What needs to be done
When the string "italic" is part of a line in the data below, report the whole line.

Task data
━━━━

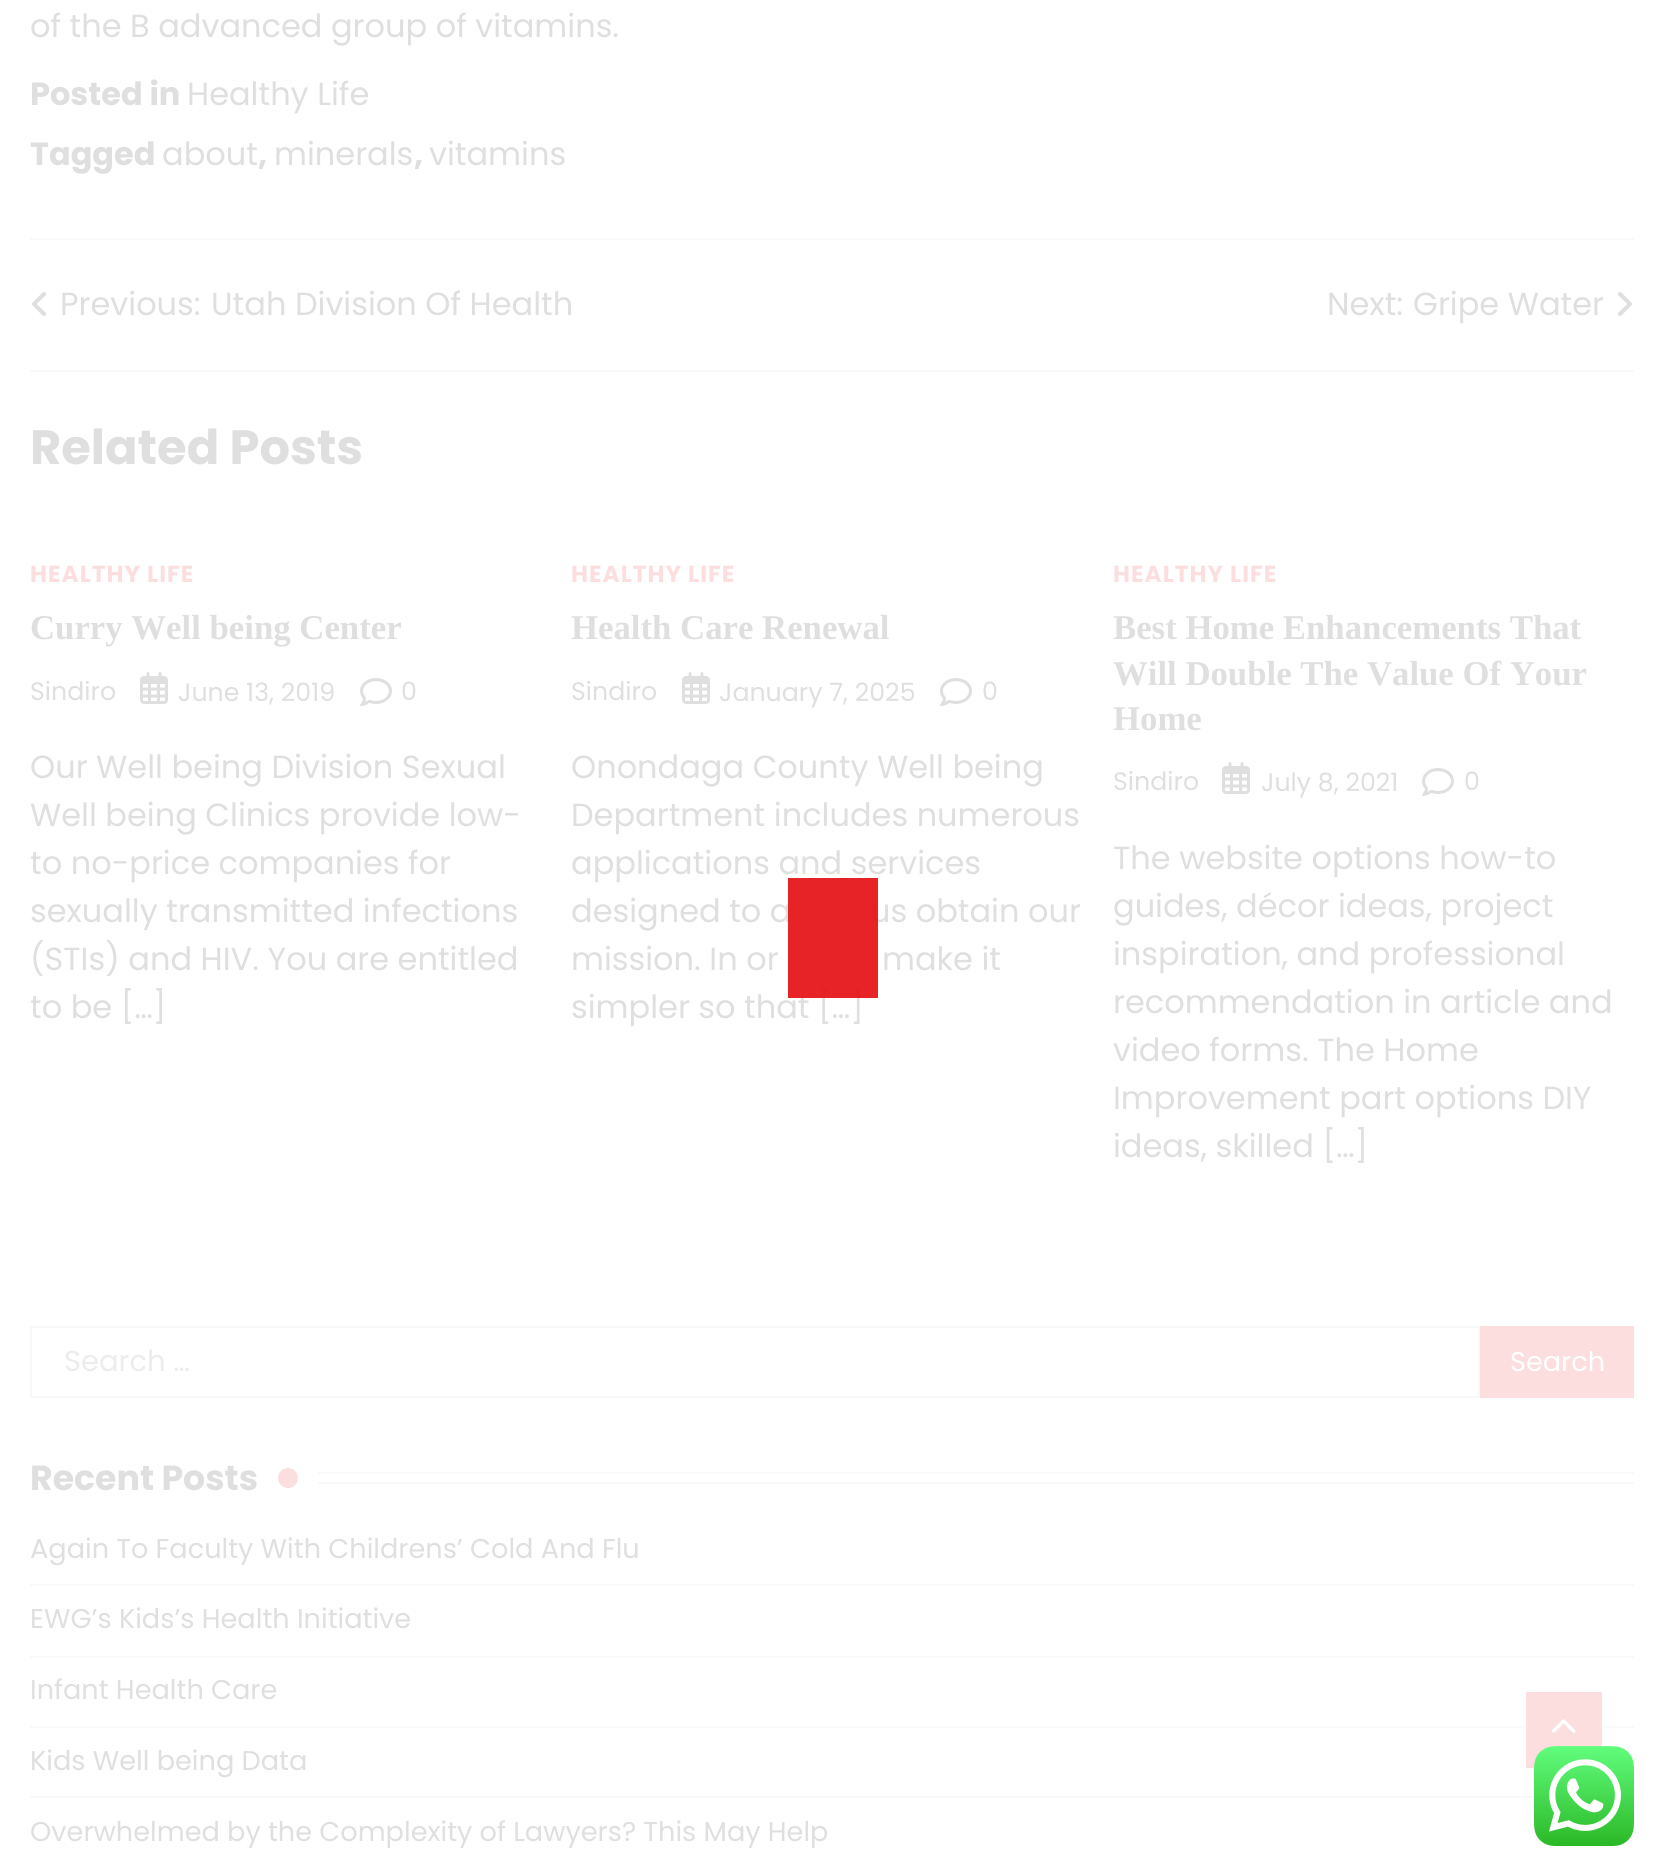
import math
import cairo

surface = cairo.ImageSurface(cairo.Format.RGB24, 1663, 1875)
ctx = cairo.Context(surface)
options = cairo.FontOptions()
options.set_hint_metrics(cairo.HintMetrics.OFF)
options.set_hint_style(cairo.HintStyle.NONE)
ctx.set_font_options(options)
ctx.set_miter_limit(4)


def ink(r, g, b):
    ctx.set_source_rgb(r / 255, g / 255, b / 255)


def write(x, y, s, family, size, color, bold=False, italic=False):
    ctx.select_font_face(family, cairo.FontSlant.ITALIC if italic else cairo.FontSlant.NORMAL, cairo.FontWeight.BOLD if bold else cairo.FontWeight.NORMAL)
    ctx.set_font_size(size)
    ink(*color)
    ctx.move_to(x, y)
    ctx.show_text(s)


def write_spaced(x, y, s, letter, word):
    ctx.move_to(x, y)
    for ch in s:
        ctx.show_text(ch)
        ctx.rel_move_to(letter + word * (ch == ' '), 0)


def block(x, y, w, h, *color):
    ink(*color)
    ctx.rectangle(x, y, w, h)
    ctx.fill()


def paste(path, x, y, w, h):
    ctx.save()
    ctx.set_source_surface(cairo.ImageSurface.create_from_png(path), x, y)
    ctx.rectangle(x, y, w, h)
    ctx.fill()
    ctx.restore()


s1 = dict(family="Poppins", size=32, color=(223, 223, 223))
s2 = dict(family="Poppins", size=32, color=(223, 223, 223), bold=True)
s3 = dict(family="Poppins", size=48, color=(223, 223, 223), bold=True)
s4 = dict(family="Liberation Serif", size=34.75, color=(223, 223, 223), bold=True)
s5 = dict(family="Poppins", size=25.25, color=(223, 223, 223))
s6 = dict(family="Poppins", size=29, color=(236, 236, 236))
s7 = dict(family="Poppins", size=27.15, color=(255, 255, 255))
s8 = dict(family="Poppins", size=34.75, color=(223, 223, 223), bold=True)
s9 = dict(family="Poppins", size=27.15, color=(223, 223, 223))

ink(255, 255, 255)
ctx.paint()
write(30, 37, "of the B advanced group of vitamins.", **s1)
write(30, 105, "Posted in", **s2)
write(187, 105, "Healthy Life", **s1)
write(30, 165, "Tagged", **s2)
write(162, 165, "about", **s1)
write(258, 165, ",", **s2)
write(274, 165, "minerals", **s1)
write(414, 165, ",", **s2)
write(429, 165, "vitamins", **s1)
block(30, 238, 1604, 2, 250, 250, 250)
block(30, 370, 1604, 2, 250, 250, 250)
paste("pic1.png", 32, 292, 14, 24)
write(60, 315, "Previous:", **s1)
write(211, 315, "Utah Division Of Health", **s1)
write(1327, 315, "Next:", **s1)
write(1413, 315, "Gripe Water", **s1)
paste("pic2.png", 1618, 292, 14, 24)
write(30, 464, "Related Posts", **s3)
ctx.set_font_size(23.25)
ink(252, 222, 223)
write_spaced(30, 582, "HEALTHY LIFE", 1, 0)
write(30, 639, "Curry Well being Center", **s4)
write(30, 700, "Sindiro", **s5)
paste("pic3.png", 140, 672, 28, 32)
write(178, 701, "June 13, 2019", **s5)
paste("pic4.png", 360, 678, 32, 28)
write(401, 700, "0", **s5)
write(30, 778, "Our Well being Division Sexual", **s1)
write(30, 826, "Well being Clinics provide low-", **s1)
write(30, 874, "to no-price companies for", **s1)
write(30, 922, "sexually transmitted infections", **s1)
write(30, 970, "(STIs) and HIV. You are entitled", **s1)
write(30, 1018, "to be […]", **s1)
ctx.select_font_face("Poppins", cairo.FontSlant.NORMAL, cairo.FontWeight.BOLD)
ctx.set_font_size(23.25)
ink(252, 222, 223)
write_spaced(571, 582, "HEALTHY LIFE", 1, 0)
write(571, 639, "Health Care Renewal", **s4)
write(571, 700, "Sindiro", **s5)
paste("pic3.png", 682, 672, 28, 32)
write(719, 701, "January 7, 2025", **s5)
paste("pic4.png", 940, 678, 32, 28)
write(982, 700, "0", **s5)
write(571, 778, "Onondaga County Well being", **s1)
write(571, 826, "Department includes numerous", **s1)
write(571, 874, "applications and services", **s1)
write(571, 922, "designed to a", **s1)
write(870, 922, "us obtain our", **s1)
write(571, 970, "mission. In or", **s1)
write(882, 970, "make it", **s1)
write(571, 1018, "simpler so that […]", **s1)
ctx.select_font_face("Poppins", cairo.FontSlant.NORMAL, cairo.FontWeight.BOLD)
ctx.set_font_size(23.25)
ink(252, 222, 223)
write_spaced(1113, 582, "HEALTHY LIFE", 1, 0)
write(1113, 639, "Best Home Enhancements That", **s4)
write(1113, 685, "Will Double The Value Of Your", **s4)
write(1113, 730, "Home", **s4)
write(1113, 790, "Sindiro", **s5)
paste("pic3.png", 1222, 762, 28, 32)
write(1261, 791, "July 8, 2021", **s5)
paste("pic4.png", 1422, 768, 32, 28)
write(1464, 790, "0", **s5)
write(1113, 869, "The website options how-to", **s1)
write(1113, 917, "guides, décor ideas, project", **s1)
write(1113, 965, "inspiration, and professional", **s1)
write(1113, 1013, "recommendation in article and", **s1)
write(1113, 1061, "video forms. The Home", **s1)
write(1113, 1109, "Improvement part options DIY", **s1)
write(1113, 1157, "ideas, skilled […]", **s1)
ctx.rectangle(31, 1327, 1448, 70)
ink(249, 248, 249)
ctx.stroke()
write(64, 1371, "Search …", **s6)
block(1480, 1326, 154, 72, 252, 222, 223)
write(1510, 1371, "Search", **s7)
write(30, 1490, "Recent Posts", **s8)
ink(252, 222, 223)
ctx.new_path()
ctx.arc(288, 1478, 10, 0, 2 * math.pi)
ctx.fill()
block(318, 1472, 1316, 2, 250, 250, 250)
block(318, 1482, 1316, 2, 250, 250, 250)
block(30, 1584, 1604, 2, 250, 250, 250)
write(30, 1558, "Again To Faculty With Childrens’ Cold And Flu", **s9)
block(30, 1656, 1604, 2, 250, 250, 250)
write(30, 1628, "EWG’s Kids’s Health Initiative", **s9)
block(30, 1726, 1604, 2, 250, 250, 250)
write(30, 1699, "Infant Health Care", **s9)
block(30, 1796, 1604, 2, 250, 250, 250)
write(30, 1770, "Kids Well being Data", **s9)
write(30, 1841, "Overwhelmed by the Complexity of Lawyers? This May Help", **s9)
ctx.set_source_rgba(0.906, 0.075, 0.098, 0.59)
ctx.rectangle(788, 878, 90, 120)
ctx.fill()
ctx.rectangle(788, 878, 90, 120)
ctx.fill()
ctx.rectangle(788, 878, 90, 120)
ctx.fill()
ink(252, 222, 223)
ctx.rectangle(1525, 1691, 78, 78)
ctx.fill_preserve()
ink(255, 255, 255)
ctx.stroke()
paste("pic5.png", 1551, 1719, 25, 14)
paste("pic6.png", 1534, 1746, 100, 100)
surface.write_to_png("screenshot.png")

━━━━

Exercise solution
def write(x, y, s, family, size, color, bold=False, italic=False):
    ctx.select_font_face(family, cairo.FontSlant.ITALIC if italic else cairo.FontSlant.NORMAL, cairo.FontWeight.BOLD if bold else cairo.FontWeight.NORMAL)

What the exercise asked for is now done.